Tiber awoke in pain.

His head throbbed, his mouth was dry, and his nose—shattered—bled down over his lips. He blinked away the crust of dried blood and tried to move, but his arms were bound above him. Chains rattled. His back ached where he'd been lashed to a pole, and every part of his body screamed with bruises.

The tent around him stank of sweat, rot, and old blood. Faint sunlight leaked through animal-hide flaps.

Then he heard it—the grunting, the wet slap of skin on skin.

A man's voice groaned with pleasure.

Tiber turned his head. His vision was blurred, but he saw a huge, broad-shouldered man with greasy blonde hair moving atop a woman on a fur-covered bed. She didn't look at Tiber—just closed her eyes and turned away, jaw clenched, enduring.

When the man finished, he slapped the woman's ass and shoved her aside with a bark of laughter. He stood, his naked body pale and thick with muscle, and turned toward Tiber.

His name came back to him in a rush: Ulf the Broad.

The one who led the camp.

The one who broke his nose with a warhammer and dragged him off in chains.

Ulf grinned when he saw Tiber awake. His teeth were yellow, one missing. He swaggered over, his cock swinging, a grotesque mockery of power.

"Well, well. The little bird's finally fluttered awake."

He leaned in close, reeking of ale and sweat. "You're a pretty one, aren't you? Prettier than some of the women from the clan.

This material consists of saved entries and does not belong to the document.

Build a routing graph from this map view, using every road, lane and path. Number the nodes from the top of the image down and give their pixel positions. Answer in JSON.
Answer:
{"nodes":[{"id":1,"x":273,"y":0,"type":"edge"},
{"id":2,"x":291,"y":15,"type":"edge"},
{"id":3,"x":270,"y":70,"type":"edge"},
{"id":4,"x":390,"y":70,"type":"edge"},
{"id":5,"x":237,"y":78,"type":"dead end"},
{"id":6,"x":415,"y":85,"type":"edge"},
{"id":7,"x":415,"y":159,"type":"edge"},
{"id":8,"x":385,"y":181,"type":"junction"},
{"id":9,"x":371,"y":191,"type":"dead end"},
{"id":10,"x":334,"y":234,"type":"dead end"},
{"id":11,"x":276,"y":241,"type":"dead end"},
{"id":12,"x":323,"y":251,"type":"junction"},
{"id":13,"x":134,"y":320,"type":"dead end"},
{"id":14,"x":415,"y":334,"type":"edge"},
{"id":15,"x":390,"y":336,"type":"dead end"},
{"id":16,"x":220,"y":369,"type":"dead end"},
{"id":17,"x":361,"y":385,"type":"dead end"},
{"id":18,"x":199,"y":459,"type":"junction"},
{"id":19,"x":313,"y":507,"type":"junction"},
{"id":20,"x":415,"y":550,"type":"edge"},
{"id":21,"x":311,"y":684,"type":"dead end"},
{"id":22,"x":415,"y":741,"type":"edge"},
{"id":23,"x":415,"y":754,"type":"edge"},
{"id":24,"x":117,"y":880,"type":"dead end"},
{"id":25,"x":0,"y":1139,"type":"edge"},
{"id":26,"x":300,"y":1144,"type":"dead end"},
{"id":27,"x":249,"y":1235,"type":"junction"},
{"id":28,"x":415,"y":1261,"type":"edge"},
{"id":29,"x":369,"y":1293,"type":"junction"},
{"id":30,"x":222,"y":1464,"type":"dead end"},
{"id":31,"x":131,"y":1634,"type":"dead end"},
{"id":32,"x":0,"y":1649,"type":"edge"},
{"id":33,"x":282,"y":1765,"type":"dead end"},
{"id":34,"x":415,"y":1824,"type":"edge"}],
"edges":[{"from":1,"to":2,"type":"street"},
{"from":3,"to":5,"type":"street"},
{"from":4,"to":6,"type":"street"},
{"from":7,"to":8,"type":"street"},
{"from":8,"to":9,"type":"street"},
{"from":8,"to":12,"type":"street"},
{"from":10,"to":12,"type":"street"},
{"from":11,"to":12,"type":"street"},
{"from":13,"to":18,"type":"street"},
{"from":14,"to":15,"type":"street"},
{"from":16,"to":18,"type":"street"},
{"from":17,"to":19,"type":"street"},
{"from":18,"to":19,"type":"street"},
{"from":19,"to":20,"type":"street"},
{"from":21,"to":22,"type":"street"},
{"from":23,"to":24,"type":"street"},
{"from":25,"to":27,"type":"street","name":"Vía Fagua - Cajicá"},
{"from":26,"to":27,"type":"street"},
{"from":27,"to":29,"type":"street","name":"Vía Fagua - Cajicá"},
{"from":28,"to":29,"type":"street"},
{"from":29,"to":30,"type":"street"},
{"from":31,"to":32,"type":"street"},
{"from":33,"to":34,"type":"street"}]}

I've half a mind to—"

"Go fuck yourself," Tiber spat through blood.

Ulf's smile widened, surprised and amused. "Ah. Got some bark, do we?"

Tiber's mind raced. He was in no shape to fight. His sword was gone. He could barely breathe through his broken nose. But then, through the haze of pain, he remembered something.

The books. The old tomes Ser Rickon had made him read, about the mountain clans.

There had been a line, an old tradition.

> "To challenge the chieftain in single combat is sacred. No man of the mountain may refuse."

He didn't know if it was true. Maybe they'd kill him anyway. But he had nothing left to lose.

Tiber lifted his head and stared Ulf down.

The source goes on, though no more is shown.